Saved entries:
● ● ● ● ● ● ●
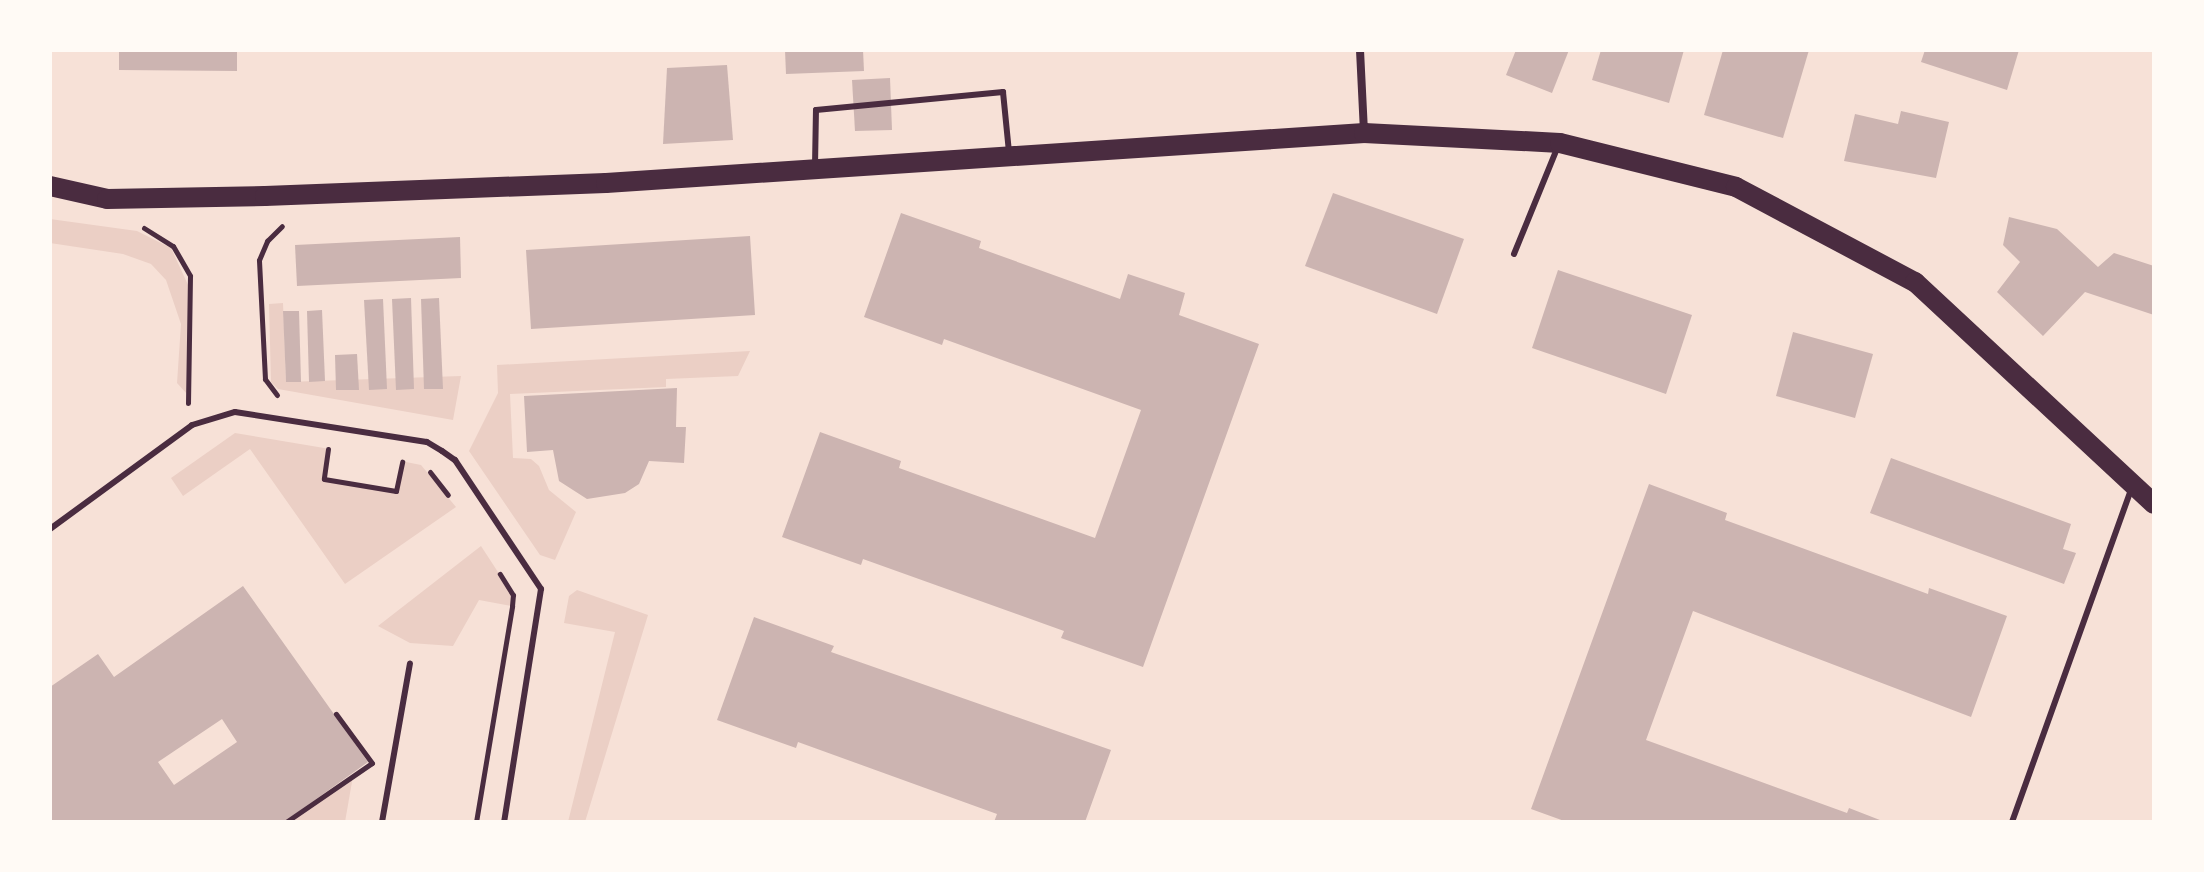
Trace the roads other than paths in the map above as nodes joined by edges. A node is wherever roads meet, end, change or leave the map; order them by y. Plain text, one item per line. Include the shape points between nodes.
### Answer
1 (1360, 50) edge
2 (1364, 133) junction
3 (1560, 143) junction
4 (1010, 156) junction
5 (814, 169) junction
6 (50, 186) edge
7 (1514, 254) dead end
8 (2132, 485) junction
9 (2154, 504) edge
10 (50, 529) edge
11 (410, 663) dead end
12 (382, 822) edge
13 (504, 822) edge
14 (2012, 822) edge

1 - 2 street
2 - 3 main road
2 - 4 main road
3 - 7 lane
3 - 8 main road via 1736,187 1915,282
4 - 5 main road
4 - 5 lane via 1003,92 816,110
5 - 6 main road via 140,200
8 - 9 main road
8 - 14 lane
10 - 13 lane via 192,425 235,412 427,442 442,451 455,460 541,589
11 - 12 lane

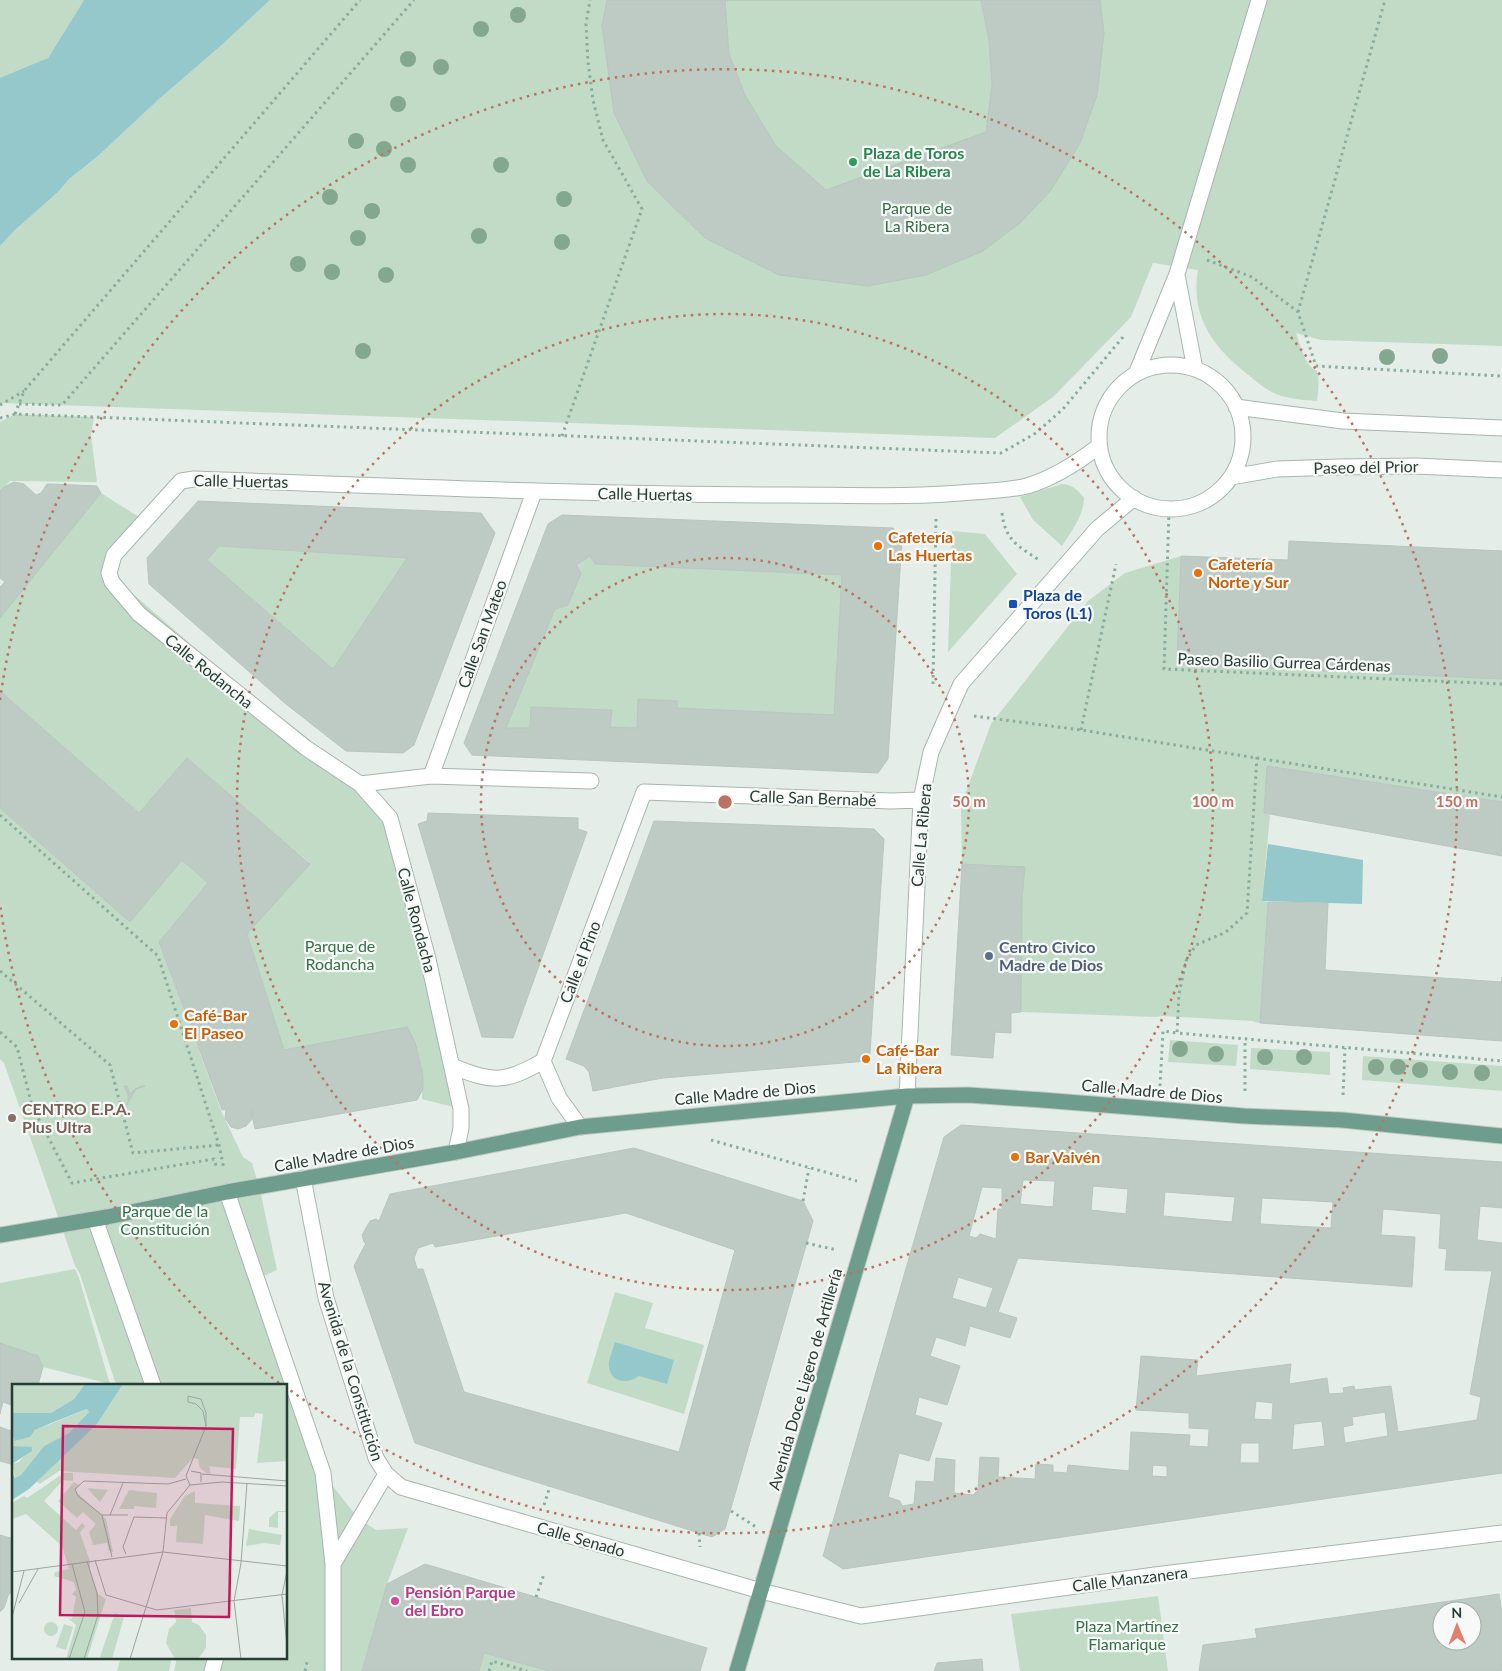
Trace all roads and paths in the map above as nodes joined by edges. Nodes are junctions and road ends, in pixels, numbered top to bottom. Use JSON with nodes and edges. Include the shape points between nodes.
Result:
{"nodes":[{"id":1,"x":360,"y":0,"type":"edge"},
{"id":2,"x":414,"y":0,"type":"edge"},
{"id":3,"x":590,"y":0,"type":"edge"},
{"id":4,"x":1259,"y":0,"type":"edge"},
{"id":5,"x":1385,"y":0,"type":"edge"},
{"id":6,"x":1179,"y":268,"type":"junction"},
{"id":7,"x":1298,"y":312,"type":"junction"},
{"id":8,"x":1127,"y":333,"type":"dead end"},
{"id":9,"x":1195,"y":369,"type":"junction"},
{"id":10,"x":1136,"y":374,"type":"junction"},
{"id":11,"x":1502,"y":376,"type":"edge"},
{"id":12,"x":24,"y":391,"type":"junction"},
{"id":13,"x":0,"y":404,"type":"edge"},
{"id":14,"x":19,"y":404,"type":"dead end"},
{"id":15,"x":1236,"y":407,"type":"junction"},
{"id":16,"x":15,"y":414,"type":"junction"},
{"id":17,"x":0,"y":418,"type":"edge"},
{"id":18,"x":1502,"y":428,"type":"edge"},
{"id":19,"x":562,"y":436,"type":"junction"},
{"id":20,"x":1099,"y":446,"type":"junction"},
{"id":21,"x":1502,"y":470,"type":"edge"},
{"id":22,"x":1231,"y":477,"type":"junction"},
{"id":23,"x":180,"y":482,"type":"joint"},
{"id":24,"x":1000,"y":490,"type":"junction"},
{"id":25,"x":534,"y":492,"type":"junction"},
{"id":26,"x":937,"y":495,"type":"junction"},
{"id":27,"x":1134,"y":498,"type":"junction"},
{"id":28,"x":1169,"y":511,"type":"junction"},
{"id":29,"x":1116,"y":564,"type":"dead end"},
{"id":30,"x":1058,"y":572,"type":"junction"},
{"id":31,"x":1502,"y":684,"type":"edge"},
{"id":32,"x":932,"y":693,"type":"dead end"},
{"id":33,"x":948,"y":713,"type":"junction"},
{"id":34,"x":1081,"y":730,"type":"junction"},
{"id":35,"x":1257,"y":757,"type":"junction"},
{"id":36,"x":430,"y":776,"type":"junction"},
{"id":37,"x":591,"y":781,"type":"dead end"},
{"id":38,"x":360,"y":784,"type":"junction"},
{"id":39,"x":644,"y":792,"type":"joint"},
{"id":40,"x":1502,"y":797,"type":"edge"},
{"id":41,"x":921,"y":800,"type":"junction"},
{"id":42,"x":0,"y":815,"type":"edge"},
{"id":43,"x":0,"y":971,"type":"edge"},
{"id":44,"x":0,"y":1032,"type":"edge"},
{"id":45,"x":1177,"y":1033,"type":"junction"},
{"id":46,"x":1246,"y":1039,"type":"junction"},
{"id":47,"x":1345,"y":1048,"type":"junction"},
{"id":48,"x":543,"y":1061,"type":"junction"},
{"id":49,"x":1502,"y":1062,"type":"edge"},
{"id":50,"x":452,"y":1066,"type":"junction"},
{"id":51,"x":906,"y":1096,"type":"junction"},
{"id":52,"x":1159,"y":1110,"type":"junction"},
{"id":53,"x":1244,"y":1116,"type":"junction"},
{"id":54,"x":1342,"y":1120,"type":"junction"},
{"id":55,"x":580,"y":1127,"type":"junction"},
{"id":56,"x":1502,"y":1136,"type":"edge"},
{"id":57,"x":708,"y":1140,"type":"dead end"},
{"id":58,"x":219,"y":1145,"type":"junction"},
{"id":59,"x":456,"y":1152,"type":"junction"},
{"id":60,"x":810,"y":1168,"type":"junction"},
{"id":61,"x":304,"y":1178,"type":"junction"},
{"id":62,"x":880,"y":1187,"type":"junction"},
{"id":63,"x":225,"y":1193,"type":"junction"},
{"id":64,"x":803,"y":1201,"type":"dead end"},
{"id":65,"x":96,"y":1219,"type":"junction"},
{"id":66,"x":0,"y":1235,"type":"edge"},
{"id":67,"x":806,"y":1243,"type":"dead end"},
{"id":68,"x":860,"y":1255,"type":"junction"},
{"id":69,"x":153,"y":1384,"type":"edge"},
{"id":70,"x":386,"y":1474,"type":"junction"},
{"id":71,"x":401,"y":1487,"type":"joint"},
{"id":72,"x":1502,"y":1533,"type":"edge"},
{"id":73,"x":333,"y":1564,"type":"junction"},
{"id":74,"x":544,"y":1574,"type":"dead end"},
{"id":75,"x":761,"y":1591,"type":"junction"},
{"id":76,"x":536,"y":1597,"type":"dead end"},
{"id":77,"x":216,"y":1658,"type":"edge"},
{"id":78,"x":515,"y":1662,"type":"dead end"},
{"id":79,"x":513,"y":1667,"type":"junction"},
{"id":80,"x":212,"y":1671,"type":"edge"},
{"id":81,"x":333,"y":1671,"type":"edge"},
{"id":82,"x":489,"y":1671,"type":"edge"},
{"id":83,"x":527,"y":1671,"type":"edge"},
{"id":84,"x":737,"y":1671,"type":"edge"}],
"edges":[{"from":1,"to":12,"type":"path"},
{"from":2,"to":14,"type":"path","via":[[62,406]]},
{"from":3,"to":19,"type":"path","via":[[586,24],[593,100],[603,140],[642,209]]},
{"from":4,"to":6,"type":"street"},
{"from":5,"to":7,"type":"path"},
{"from":6,"to":7,"type":"path","via":[[1200,257],[1252,277]]},
{"from":6,"to":9,"type":"street"},
{"from":6,"to":10,"type":"street"},
{"from":7,"to":11,"type":"path","via":[[1316,366]]},
{"from":8,"to":19,"type":"path","via":[[1063,409],[1036,434],[1001,452]]},
{"from":9,"to":10,"type":"street","via":[[1175,365],[1155,367]]},
{"from":9,"to":15,"type":"street","via":[[1212,378]]},
{"from":10,"to":20,"type":"street","via":[[1119,387],[1106,405],[1100,425]]},
{"from":12,"to":13,"type":"path"},
{"from":12,"to":16,"type":"path"},
{"from":15,"to":18,"type":"street","via":[[1344,421]]},
{"from":15,"to":22,"type":"street","via":[[1243,430],[1242,446]]},
{"from":16,"to":17,"type":"path"},
{"from":16,"to":19,"type":"path"},
{"from":20,"to":24,"type":"street","name":"Calle Huertas","via":[[1053,476],[1027,486]]},
{"from":20,"to":27,"type":"street","via":[[1104,465],[1115,482]]},
{"from":21,"to":22,"type":"street","name":"Paseo del Prior","via":[[1416,466],[1277,469]]},
{"from":22,"to":28,"type":"street","via":[[1216,494],[1196,505]]},
{"from":23,"to":25,"type":"street","name":"Calle Huertas","via":[[194,478]]},
{"from":23,"to":38,"type":"street","name":"Calle Rodancha","via":[[114,555],[109,573],[112,582],[139,614],[306,748]]},
{"from":24,"to":26,"type":"street","name":"Calle Huertas"},
{"from":24,"to":30,"type":"path","via":[[1003,528],[1017,546]]},
{"from":25,"to":26,"type":"street","name":"Calle Huertas"},
{"from":25,"to":36,"type":"street","name":"Calle San Mateo"},
{"from":26,"to":32,"type":"path"},
{"from":27,"to":28,"type":"street"},
{"from":27,"to":30,"type":"street","name":"Calle La Ribera","via":[[1097,530]]},
{"from":28,"to":31,"type":"path","name":"Paseo Basilio Gurrea Cárdenas","via":[[1164,669]]},
{"from":29,"to":34,"type":"path"},
{"from":30,"to":33,"type":"street","name":"Calle La Ribera","via":[[961,684]]},
{"from":33,"to":34,"type":"path"},
{"from":33,"to":41,"type":"street","name":"Calle La Ribera","via":[[931,752]]},
{"from":34,"to":35,"type":"path"},
{"from":35,"to":40,"type":"path"},
{"from":35,"to":45,"type":"path","via":[[1247,913],[1226,932],[1196,945],[1186,960],[1179,994]]},
{"from":36,"to":37,"type":"street"},
{"from":36,"to":38,"type":"street"},
{"from":38,"to":50,"type":"street","name":"Calle Rondacha","via":[[390,818],[428,959]]},
{"from":39,"to":41,"type":"street","name":"Calle San Bernabé"},
{"from":39,"to":48,"type":"street","name":"Calle el Pino"},
{"from":41,"to":51,"type":"street","name":"Calle La Ribera"},
{"from":42,"to":58,"type":"path","via":[[158,956]]},
{"from":43,"to":58,"type":"path","via":[[110,1065],[133,1154]]},
{"from":44,"to":63,"type":"path","via":[[17,1046],[32,1106],[72,1183],[214,1159]]},
{"from":45,"to":46,"type":"path"},
{"from":45,"to":52,"type":"path","via":[[1163,1031]]},
{"from":46,"to":47,"type":"path"},
{"from":46,"to":53,"type":"path"},
{"from":47,"to":49,"type":"path"},
{"from":47,"to":54,"type":"path"},
{"from":48,"to":50,"type":"street","via":[[505,1079],[477,1076]]},
{"from":48,"to":55,"type":"street","via":[[559,1098]]},
{"from":50,"to":59,"type":"street","name":"Calle Rondacha","via":[[461,1109]]},
{"from":51,"to":52,"type":"main road","name":"Calle Madre de Dios","via":[[968,1095]]},
{"from":51,"to":55,"type":"main road","name":"Calle Madre de Dios"},
{"from":51,"to":62,"type":"main road","name":"Avenida Doce Ligero de Artillería"},
{"from":52,"to":53,"type":"main road","name":"Calle Madre de Dios"},
{"from":53,"to":54,"type":"main road","name":"Calle Madre de Dios"},
{"from":54,"to":56,"type":"main road","name":"Calle Madre de Dios"},
{"from":55,"to":59,"type":"main road","name":"Calle Madre de Dios"},
{"from":57,"to":60,"type":"path"},
{"from":58,"to":63,"type":"path"},
{"from":59,"to":61,"type":"main road","name":"Calle Madre de Dios"},
{"from":60,"to":62,"type":"path"},
{"from":60,"to":64,"type":"path"},
{"from":61,"to":63,"type":"main road","name":"Calle Madre de Dios"},
{"from":61,"to":70,"type":"street","name":"Avenida de la Constitución","via":[[326,1298],[376,1458]]},
{"from":62,"to":68,"type":"main road","name":"Avenida Doce Ligero de Artillería"},
{"from":63,"to":65,"type":"main road","name":"Calle Madre de Dios"},
{"from":63,"to":73,"type":"street","via":[[323,1473]]},
{"from":65,"to":66,"type":"main road","name":"Calle Madre de Dios"},
{"from":65,"to":69,"type":"street"},
{"from":67,"to":68,"type":"path"},
{"from":68,"to":75,"type":"main road","name":"Avenida Doce Ligero de Artillería"},
{"from":70,"to":71,"type":"street","name":"Avenida de la Constitución"},
{"from":70,"to":73,"type":"street","name":"Avenida de la Constitución"},
{"from":71,"to":75,"type":"street","name":"Calle Senado"},
{"from":72,"to":75,"type":"street","name":"Calle Manzanera","via":[[861,1616]]},
{"from":73,"to":81,"type":"street"},
{"from":74,"to":76,"type":"path"},
{"from":75,"to":84,"type":"main road","name":"Avenida Doce Ligero de Artillería"},
{"from":77,"to":80,"type":"street"},
{"from":78,"to":79,"type":"path"},
{"from":79,"to":82,"type":"path","via":[[492,1661]]},
{"from":79,"to":83,"type":"path"}]}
● ● ● ● ● ● ●
Task instructions: Write out exactly the lines above, from the very first through the line containing "Trace all roads", both kept, with the pictures removed.

Exercise result:
Trace the roads other than paths in the map above as nodes joined by edges. A node is wherever roads meet, end, change or leave the map; order them by y. Plain text, one item per line. Include the shape points between nodes.
### Answer
1 (1360, 50) edge
2 (1364, 133) junction
3 (1560, 143) junction
4 (1010, 156) junction
5 (814, 169) junction
6 (50, 186) edge
7 (1514, 254) dead end
8 (2132, 485) junction
9 (2154, 504) edge
10 (50, 529) edge
11 (410, 663) dead end
12 (382, 822) edge
13 (504, 822) edge
14 (2012, 822) edge

1 - 2 street
2 - 3 main road
2 - 4 main road
3 - 7 lane
3 - 8 main road via 1736,187 1915,282
4 - 5 main road
4 - 5 lane via 1003,92 816,110
5 - 6 main road via 140,200
8 - 9 main road
8 - 14 lane
10 - 13 lane via 192,425 235,412 427,442 442,451 455,460 541,589
11 - 12 lane

Trace all roads and paths in the map above as nodes joined by edges. Nodes are junctions and road ends, in pixels, numbered top to bottom. Use JSON with nodes and edges. Include the shape points between nodes.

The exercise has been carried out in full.